==== Input material
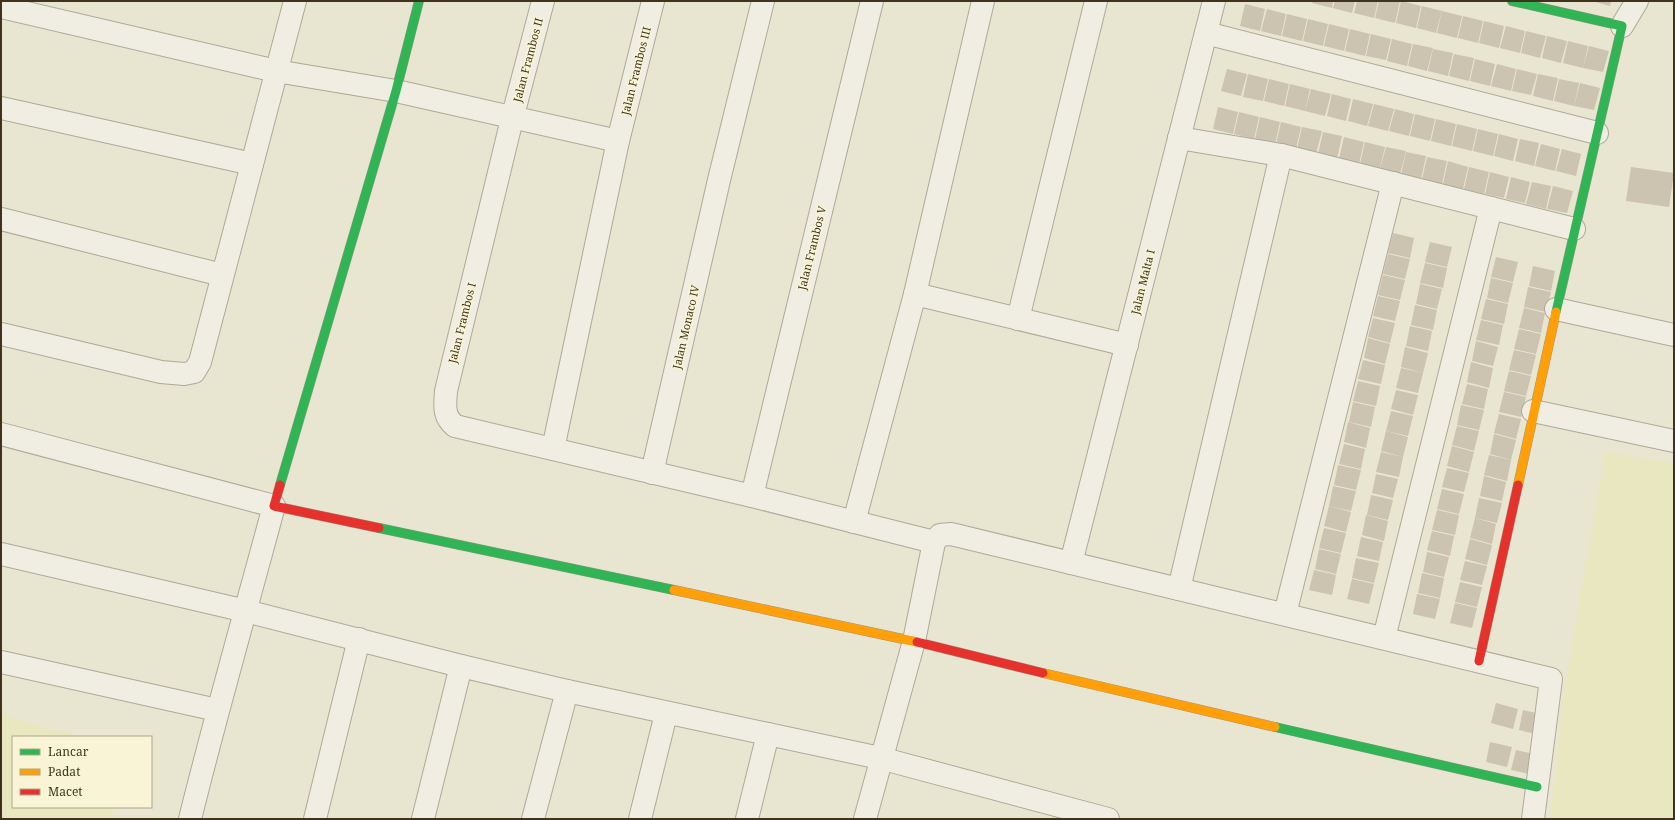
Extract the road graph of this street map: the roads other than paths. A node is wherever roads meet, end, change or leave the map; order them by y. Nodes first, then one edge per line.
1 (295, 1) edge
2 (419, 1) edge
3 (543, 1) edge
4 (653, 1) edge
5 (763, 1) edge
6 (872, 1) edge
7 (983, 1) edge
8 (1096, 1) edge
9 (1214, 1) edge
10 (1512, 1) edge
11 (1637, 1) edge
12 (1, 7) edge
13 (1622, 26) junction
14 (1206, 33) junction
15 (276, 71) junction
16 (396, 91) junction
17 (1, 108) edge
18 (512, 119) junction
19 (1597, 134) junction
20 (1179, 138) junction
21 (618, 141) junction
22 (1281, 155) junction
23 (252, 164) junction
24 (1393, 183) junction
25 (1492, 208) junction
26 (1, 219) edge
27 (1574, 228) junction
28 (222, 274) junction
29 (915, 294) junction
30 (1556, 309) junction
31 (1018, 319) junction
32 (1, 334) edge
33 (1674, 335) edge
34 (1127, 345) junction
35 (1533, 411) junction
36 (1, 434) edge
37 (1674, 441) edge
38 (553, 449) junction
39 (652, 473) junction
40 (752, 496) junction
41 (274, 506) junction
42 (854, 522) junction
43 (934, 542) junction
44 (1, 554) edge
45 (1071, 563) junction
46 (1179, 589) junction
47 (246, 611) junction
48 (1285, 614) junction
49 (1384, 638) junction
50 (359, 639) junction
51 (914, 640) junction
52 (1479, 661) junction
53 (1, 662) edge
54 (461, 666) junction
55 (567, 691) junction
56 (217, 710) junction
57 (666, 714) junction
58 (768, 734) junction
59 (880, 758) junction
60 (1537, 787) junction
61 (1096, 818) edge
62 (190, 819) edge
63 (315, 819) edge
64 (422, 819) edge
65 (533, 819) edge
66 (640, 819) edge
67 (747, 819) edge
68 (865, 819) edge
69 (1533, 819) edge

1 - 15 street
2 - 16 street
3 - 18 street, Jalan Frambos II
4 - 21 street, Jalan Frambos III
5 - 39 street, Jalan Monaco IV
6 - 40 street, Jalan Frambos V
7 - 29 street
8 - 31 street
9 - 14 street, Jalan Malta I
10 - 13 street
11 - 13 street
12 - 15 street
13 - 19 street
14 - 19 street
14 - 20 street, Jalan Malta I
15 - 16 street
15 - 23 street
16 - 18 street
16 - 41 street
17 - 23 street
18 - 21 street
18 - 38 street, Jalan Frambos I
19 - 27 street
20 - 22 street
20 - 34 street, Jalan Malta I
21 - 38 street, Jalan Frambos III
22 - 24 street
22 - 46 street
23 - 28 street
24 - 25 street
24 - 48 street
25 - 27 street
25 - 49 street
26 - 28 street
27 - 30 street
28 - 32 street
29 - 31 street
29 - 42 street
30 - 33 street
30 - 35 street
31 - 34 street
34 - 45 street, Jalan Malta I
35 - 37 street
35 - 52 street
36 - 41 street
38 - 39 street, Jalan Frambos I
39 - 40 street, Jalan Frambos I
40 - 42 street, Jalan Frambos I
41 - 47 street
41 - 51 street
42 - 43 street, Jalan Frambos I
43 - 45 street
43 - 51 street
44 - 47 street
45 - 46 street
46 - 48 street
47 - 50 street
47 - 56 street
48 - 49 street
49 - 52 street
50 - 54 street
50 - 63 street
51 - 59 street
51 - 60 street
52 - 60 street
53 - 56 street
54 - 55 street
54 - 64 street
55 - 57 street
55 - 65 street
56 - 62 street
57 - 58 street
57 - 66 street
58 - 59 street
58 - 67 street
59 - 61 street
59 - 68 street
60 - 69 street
========
How to complete this task
Your answer should reproduce every line of the data verbatim and include no images.

Answer to this exercise
Extract the road graph of this street map: the roads other than paths. A node is wherever roads meet, end, change or leave the map; order them by y. Nodes first, then one edge per line.
1 (295, 1) edge
2 (419, 1) edge
3 (543, 1) edge
4 (653, 1) edge
5 (763, 1) edge
6 (872, 1) edge
7 (983, 1) edge
8 (1096, 1) edge
9 (1214, 1) edge
10 (1512, 1) edge
11 (1637, 1) edge
12 (1, 7) edge
13 (1622, 26) junction
14 (1206, 33) junction
15 (276, 71) junction
16 (396, 91) junction
17 (1, 108) edge
18 (512, 119) junction
19 (1597, 134) junction
20 (1179, 138) junction
21 (618, 141) junction
22 (1281, 155) junction
23 (252, 164) junction
24 (1393, 183) junction
25 (1492, 208) junction
26 (1, 219) edge
27 (1574, 228) junction
28 (222, 274) junction
29 (915, 294) junction
30 (1556, 309) junction
31 (1018, 319) junction
32 (1, 334) edge
33 (1674, 335) edge
34 (1127, 345) junction
35 (1533, 411) junction
36 (1, 434) edge
37 (1674, 441) edge
38 (553, 449) junction
39 (652, 473) junction
40 (752, 496) junction
41 (274, 506) junction
42 (854, 522) junction
43 (934, 542) junction
44 (1, 554) edge
45 (1071, 563) junction
46 (1179, 589) junction
47 (246, 611) junction
48 (1285, 614) junction
49 (1384, 638) junction
50 (359, 639) junction
51 (914, 640) junction
52 (1479, 661) junction
53 (1, 662) edge
54 (461, 666) junction
55 (567, 691) junction
56 (217, 710) junction
57 (666, 714) junction
58 (768, 734) junction
59 (880, 758) junction
60 (1537, 787) junction
61 (1096, 818) edge
62 (190, 819) edge
63 (315, 819) edge
64 (422, 819) edge
65 (533, 819) edge
66 (640, 819) edge
67 (747, 819) edge
68 (865, 819) edge
69 (1533, 819) edge

1 - 15 street
2 - 16 street
3 - 18 street, Jalan Frambos II
4 - 21 street, Jalan Frambos III
5 - 39 street, Jalan Monaco IV
6 - 40 street, Jalan Frambos V
7 - 29 street
8 - 31 street
9 - 14 street, Jalan Malta I
10 - 13 street
11 - 13 street
12 - 15 street
13 - 19 street
14 - 19 street
14 - 20 street, Jalan Malta I
15 - 16 street
15 - 23 street
16 - 18 street
16 - 41 street
17 - 23 street
18 - 21 street
18 - 38 street, Jalan Frambos I
19 - 27 street
20 - 22 street
20 - 34 street, Jalan Malta I
21 - 38 street, Jalan Frambos III
22 - 24 street
22 - 46 street
23 - 28 street
24 - 25 street
24 - 48 street
25 - 27 street
25 - 49 street
26 - 28 street
27 - 30 street
28 - 32 street
29 - 31 street
29 - 42 street
30 - 33 street
30 - 35 street
31 - 34 street
34 - 45 street, Jalan Malta I
35 - 37 street
35 - 52 street
36 - 41 street
38 - 39 street, Jalan Frambos I
39 - 40 street, Jalan Frambos I
40 - 42 street, Jalan Frambos I
41 - 47 street
41 - 51 street
42 - 43 street, Jalan Frambos I
43 - 45 street
43 - 51 street
44 - 47 street
45 - 46 street
46 - 48 street
47 - 50 street
47 - 56 street
48 - 49 street
49 - 52 street
50 - 54 street
50 - 63 street
51 - 59 street
51 - 60 street
52 - 60 street
53 - 56 street
54 - 55 street
54 - 64 street
55 - 57 street
55 - 65 street
56 - 62 street
57 - 58 street
57 - 66 street
58 - 59 street
58 - 67 street
59 - 61 street
59 - 68 street
60 - 69 street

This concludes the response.